» TASK BRIEF: Only lines holding the word "Beenham" are needed; copy each of them from the material.
Top of RECORDS SHOWN
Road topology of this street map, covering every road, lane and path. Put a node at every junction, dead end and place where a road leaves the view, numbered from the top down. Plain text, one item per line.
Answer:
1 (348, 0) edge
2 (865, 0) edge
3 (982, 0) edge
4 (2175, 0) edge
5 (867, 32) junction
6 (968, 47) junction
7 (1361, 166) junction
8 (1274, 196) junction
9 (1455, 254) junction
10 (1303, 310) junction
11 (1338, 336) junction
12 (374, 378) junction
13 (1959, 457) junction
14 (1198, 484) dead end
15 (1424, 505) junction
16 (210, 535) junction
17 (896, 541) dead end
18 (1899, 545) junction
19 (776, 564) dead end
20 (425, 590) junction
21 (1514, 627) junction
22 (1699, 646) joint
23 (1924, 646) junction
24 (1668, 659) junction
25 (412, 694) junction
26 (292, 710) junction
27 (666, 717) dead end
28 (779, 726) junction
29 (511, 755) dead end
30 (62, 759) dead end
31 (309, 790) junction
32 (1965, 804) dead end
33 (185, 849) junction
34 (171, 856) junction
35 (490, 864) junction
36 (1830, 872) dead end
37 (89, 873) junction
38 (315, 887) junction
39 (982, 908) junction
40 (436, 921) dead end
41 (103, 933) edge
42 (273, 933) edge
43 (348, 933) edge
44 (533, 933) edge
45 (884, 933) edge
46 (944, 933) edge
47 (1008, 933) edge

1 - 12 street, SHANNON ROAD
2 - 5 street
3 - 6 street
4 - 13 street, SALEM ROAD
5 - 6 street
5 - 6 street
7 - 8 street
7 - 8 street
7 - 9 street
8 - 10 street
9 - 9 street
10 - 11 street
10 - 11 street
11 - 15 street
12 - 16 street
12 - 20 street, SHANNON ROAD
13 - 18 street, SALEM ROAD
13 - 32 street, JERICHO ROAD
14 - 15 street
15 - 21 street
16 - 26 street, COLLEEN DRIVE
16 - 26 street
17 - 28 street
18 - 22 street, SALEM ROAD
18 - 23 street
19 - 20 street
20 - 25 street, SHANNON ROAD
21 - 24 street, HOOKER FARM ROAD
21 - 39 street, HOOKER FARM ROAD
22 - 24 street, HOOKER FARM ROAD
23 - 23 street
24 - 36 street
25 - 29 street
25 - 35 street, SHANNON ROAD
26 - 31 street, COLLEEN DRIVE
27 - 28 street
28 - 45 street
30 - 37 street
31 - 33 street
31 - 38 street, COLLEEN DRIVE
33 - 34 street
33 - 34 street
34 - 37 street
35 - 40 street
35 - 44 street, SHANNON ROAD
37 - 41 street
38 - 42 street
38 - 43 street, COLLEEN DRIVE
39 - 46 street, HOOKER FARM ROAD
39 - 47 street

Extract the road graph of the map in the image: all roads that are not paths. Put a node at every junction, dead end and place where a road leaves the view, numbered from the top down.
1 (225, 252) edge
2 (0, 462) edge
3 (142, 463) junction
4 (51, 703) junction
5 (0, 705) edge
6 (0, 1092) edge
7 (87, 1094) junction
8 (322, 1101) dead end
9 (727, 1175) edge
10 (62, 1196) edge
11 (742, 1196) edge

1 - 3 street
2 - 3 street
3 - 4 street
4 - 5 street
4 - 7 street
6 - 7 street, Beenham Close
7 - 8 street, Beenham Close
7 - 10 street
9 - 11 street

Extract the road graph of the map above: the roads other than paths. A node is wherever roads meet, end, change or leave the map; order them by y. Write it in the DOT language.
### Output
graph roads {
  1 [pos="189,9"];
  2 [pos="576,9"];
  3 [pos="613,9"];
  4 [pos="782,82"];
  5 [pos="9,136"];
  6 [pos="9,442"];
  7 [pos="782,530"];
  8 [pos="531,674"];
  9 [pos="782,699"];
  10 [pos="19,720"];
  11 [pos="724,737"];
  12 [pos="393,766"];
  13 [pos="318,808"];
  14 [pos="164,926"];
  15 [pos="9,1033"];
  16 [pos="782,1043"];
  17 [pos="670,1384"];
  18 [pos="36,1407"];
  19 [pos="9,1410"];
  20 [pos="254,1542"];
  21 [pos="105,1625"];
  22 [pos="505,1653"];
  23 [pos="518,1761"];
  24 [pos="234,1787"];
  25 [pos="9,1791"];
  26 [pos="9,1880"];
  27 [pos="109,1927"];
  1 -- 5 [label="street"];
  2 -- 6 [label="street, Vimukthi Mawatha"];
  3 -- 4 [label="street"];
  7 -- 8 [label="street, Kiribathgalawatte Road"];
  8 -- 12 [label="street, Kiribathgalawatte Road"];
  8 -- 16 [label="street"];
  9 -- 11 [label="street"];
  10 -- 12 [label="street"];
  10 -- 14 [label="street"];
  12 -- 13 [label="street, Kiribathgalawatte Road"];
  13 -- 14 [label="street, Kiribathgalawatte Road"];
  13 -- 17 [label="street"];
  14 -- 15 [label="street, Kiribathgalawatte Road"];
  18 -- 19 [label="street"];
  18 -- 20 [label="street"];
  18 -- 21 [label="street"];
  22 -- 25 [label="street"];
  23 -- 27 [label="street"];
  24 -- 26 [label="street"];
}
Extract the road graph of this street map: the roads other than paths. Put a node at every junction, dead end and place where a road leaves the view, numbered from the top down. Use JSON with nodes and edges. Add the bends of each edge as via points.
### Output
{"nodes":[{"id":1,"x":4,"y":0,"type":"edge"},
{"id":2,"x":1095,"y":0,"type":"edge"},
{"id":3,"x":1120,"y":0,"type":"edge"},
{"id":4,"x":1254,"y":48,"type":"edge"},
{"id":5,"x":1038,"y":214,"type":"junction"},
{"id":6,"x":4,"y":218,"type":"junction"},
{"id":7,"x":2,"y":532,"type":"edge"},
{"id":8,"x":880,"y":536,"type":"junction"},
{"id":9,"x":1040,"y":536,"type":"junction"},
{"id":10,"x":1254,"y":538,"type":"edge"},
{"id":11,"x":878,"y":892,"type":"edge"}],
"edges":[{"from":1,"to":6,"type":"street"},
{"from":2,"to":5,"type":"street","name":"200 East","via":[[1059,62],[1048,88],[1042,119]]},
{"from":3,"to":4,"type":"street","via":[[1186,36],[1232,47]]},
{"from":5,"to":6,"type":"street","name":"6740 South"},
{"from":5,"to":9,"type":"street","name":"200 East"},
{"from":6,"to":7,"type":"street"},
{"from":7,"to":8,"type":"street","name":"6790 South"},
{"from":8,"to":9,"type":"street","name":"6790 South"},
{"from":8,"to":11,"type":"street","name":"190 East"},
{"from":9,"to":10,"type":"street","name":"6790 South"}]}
Bottom of RECORDS SHOWN
» TASK ANSWER:
6 - 7 street, Beenham Close
7 - 8 street, Beenham Close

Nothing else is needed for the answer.